British foreign secretary quits in protest at May’s Brexit plan

LONDON,  (Reuters) – Prime Minister Theresa May’s strategy for leaving the European Union hung in the balance today after two leading eurosceptic ministers resigned in protest at her plans to retain close EU ties after Brexit.

Foreign Secretary Boris Johnson decided to walk from his job just hours after May’s Brexit minister David Davis did the same. Instead of turning up at a conference of foreign ministers, Johnson instead held crisis talks at his official residence in central London for most of the day.

The two resignations leave May badly exposed at the top of a government unable to unite over Britain’s biggest foreign and trading policy shift in almost half a century.

Boris Johnson

It also puts a question mark over whether the leader will try to weather the resignations and stand firm in her commitment to pursue a “business friendly” Brexit, or will be faced with more challenges to her authority and calls to quit herself.

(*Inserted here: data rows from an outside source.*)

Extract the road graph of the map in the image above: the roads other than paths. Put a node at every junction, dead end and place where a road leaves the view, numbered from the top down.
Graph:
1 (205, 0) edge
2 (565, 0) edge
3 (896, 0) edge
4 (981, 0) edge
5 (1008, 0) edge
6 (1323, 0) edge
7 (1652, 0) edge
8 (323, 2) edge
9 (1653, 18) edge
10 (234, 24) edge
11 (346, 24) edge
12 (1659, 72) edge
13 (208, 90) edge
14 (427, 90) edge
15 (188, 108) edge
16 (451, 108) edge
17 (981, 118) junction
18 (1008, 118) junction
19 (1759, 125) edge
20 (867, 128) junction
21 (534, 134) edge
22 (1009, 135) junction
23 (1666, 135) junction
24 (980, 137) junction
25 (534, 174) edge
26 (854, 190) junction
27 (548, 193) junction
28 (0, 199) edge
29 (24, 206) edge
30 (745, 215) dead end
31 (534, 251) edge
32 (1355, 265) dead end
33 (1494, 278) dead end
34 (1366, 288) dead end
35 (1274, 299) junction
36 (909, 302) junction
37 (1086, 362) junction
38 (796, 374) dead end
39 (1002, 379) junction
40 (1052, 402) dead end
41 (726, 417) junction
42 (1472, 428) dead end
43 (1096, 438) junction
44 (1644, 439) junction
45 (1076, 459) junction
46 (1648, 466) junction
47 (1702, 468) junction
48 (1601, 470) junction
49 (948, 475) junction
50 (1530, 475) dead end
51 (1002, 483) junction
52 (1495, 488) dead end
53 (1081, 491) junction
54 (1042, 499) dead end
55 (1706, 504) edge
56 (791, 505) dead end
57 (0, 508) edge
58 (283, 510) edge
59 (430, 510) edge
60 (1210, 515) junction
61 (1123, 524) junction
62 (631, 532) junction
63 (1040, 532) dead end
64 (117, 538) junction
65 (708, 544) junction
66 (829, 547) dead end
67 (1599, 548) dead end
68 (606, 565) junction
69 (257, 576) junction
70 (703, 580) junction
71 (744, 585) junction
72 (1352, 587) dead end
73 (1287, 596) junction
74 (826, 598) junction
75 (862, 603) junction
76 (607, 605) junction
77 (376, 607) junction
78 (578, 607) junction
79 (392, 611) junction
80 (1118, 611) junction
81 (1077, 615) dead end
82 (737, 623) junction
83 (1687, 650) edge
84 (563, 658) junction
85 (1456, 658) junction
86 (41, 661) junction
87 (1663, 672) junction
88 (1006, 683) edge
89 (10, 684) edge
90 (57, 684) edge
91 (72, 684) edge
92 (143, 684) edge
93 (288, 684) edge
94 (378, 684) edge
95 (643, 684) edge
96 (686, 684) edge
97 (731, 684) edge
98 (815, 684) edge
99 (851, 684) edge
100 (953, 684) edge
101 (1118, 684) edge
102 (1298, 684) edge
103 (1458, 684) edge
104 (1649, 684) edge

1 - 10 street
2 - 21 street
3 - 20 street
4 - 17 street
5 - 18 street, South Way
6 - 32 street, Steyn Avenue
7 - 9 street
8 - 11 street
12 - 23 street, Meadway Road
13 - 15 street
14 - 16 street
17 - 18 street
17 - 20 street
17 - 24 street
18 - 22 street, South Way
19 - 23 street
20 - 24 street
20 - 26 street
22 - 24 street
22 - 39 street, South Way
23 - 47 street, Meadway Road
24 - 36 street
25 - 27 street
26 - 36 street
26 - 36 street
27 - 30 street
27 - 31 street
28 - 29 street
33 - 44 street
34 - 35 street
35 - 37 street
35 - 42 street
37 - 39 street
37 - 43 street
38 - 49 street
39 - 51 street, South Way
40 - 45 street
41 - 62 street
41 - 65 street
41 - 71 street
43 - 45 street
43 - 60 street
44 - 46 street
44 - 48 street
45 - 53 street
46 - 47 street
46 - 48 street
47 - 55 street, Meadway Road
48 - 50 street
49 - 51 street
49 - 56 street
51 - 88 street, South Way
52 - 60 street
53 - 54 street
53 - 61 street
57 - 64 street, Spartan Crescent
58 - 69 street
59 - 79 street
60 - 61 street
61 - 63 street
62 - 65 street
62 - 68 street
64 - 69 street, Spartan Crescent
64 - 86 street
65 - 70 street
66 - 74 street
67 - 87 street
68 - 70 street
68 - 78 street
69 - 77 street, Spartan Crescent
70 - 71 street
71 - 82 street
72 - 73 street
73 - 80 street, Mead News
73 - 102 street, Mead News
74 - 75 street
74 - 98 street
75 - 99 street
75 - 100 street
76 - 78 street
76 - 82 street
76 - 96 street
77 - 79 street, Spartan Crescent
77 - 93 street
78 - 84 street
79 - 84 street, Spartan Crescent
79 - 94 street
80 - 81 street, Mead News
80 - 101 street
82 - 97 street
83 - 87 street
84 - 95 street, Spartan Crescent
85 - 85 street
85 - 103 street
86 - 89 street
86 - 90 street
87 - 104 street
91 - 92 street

The pound fell from around $1.3340 to trade as low as $1.3259, down 0.2 percent the day, after Johnson’s resignation was announced.

Addressing parliament just minutes after her office announced that Johnson, the face of Brexit for many in Britain, had quit, May told lawmakers she appreciated the work of her two ministers.

She added with a hint of irony: “In the two years since the referendum, we have had a spirited national debate, with robust views echoing around the cabinet table as they have on breakfast tables up and down the country.”

“Over that time, I’ve listened to every possible idea and every possible version of Brexit. Mr Speaker, this is the right Brexit,” she said to jeers from the opposition Labour Party.

The departures raise the stakes for May, who believed that she had secured a hard-won agreement with her deeply divided cabinet of ministers on Friday to keep the closest possible trading ties with the EU.

But it soon began to unravel, when Davis resigned late on Sunday and launched a no-holds-barred attack on her plan, calling it “dangerous” and one which would give “too much away, too easily” to EU negotiators, who would simply ask for more.

With Johnson’s resignation, a noisy rebellion among the ranks could gather steam. Many Brexit campaigners in her Conservative Party say she has betrayed her promise to pursue a clean break with the EU.

FACE DOWN DISSENT

But in parliament, her words suggested she had decided to face down the dissenters rather than changing her plans.

The EU has been keen to focus minds in Britain. European Council President Donald Tusk raised the idea that Brexit might be called off, writing on Twitter: “Politicians come and go but the problems they have created for people remain.”

“I can only regret that the idea of Brexit has not left with Davis and Johnson. But … who knows?”

With less than nine months before Britain leaves and just over three before the EU says it wants a deal, May has been forced to show her cards that she will commit the country to pursuing the closest possible trading ties with the EU.

Her earlier reluctance to spell out her strategy was for fear of encouraging exactly this – angering one of the two factions in her Conservative Party that have sparred with each other since Britain voted to leave at a 2016 referendum.

Many eurosceptics accused her of siding with the “Remainers” in her cabinet – those who voted to stay in the EU and have been lobbying for a Brexit that would preserve the complicated supply chains used by many of Britain’s biggest companies.

They fear a clean break would cost jobs.

But on the other side of the party divide, they feel that her words have not been matched by her deeds, proposing to negotiate a deal which could leave Britain still accepting EU rules and regulations without being able to influence them.

“I’m proud of both David Davis and Boris Johnson for standing by their principles,” Scottish Conservative lawmaker Ross Thomson said on Twitter.

“The decisions we take now will shape Britain’s relationship with the EU and the rest of the world for a generation. It’s imperative we do Brexit right, no half measures!”

Earlier May’s spokesman signalled that the prime minister would not back down over her agreed negotiating stance, saying May would now focus on moving the Brexit negotiations forward – a step EU officials and businesses have long called for.

“An agreement was reached by the cabinet on Friday and now we are moving forward to negotiate that plan,” May’s spokesman told reporters. “As the prime minister said … we have set out our position and it is now the EU’s turn to move and that she wants the EU to get serious in these negotiations.”

But it is still not clear whether the EU will accept her negotiating bid on a free trade area for goods.

By also committing to ending free movement of people, the supremacy of the European court and “vast” payments to the bloc, May could be accused of “cherry-picking” the best bits of the EU by Brussels officials, who are determined to send a strong signal to other countries not to follow Britain out of the door.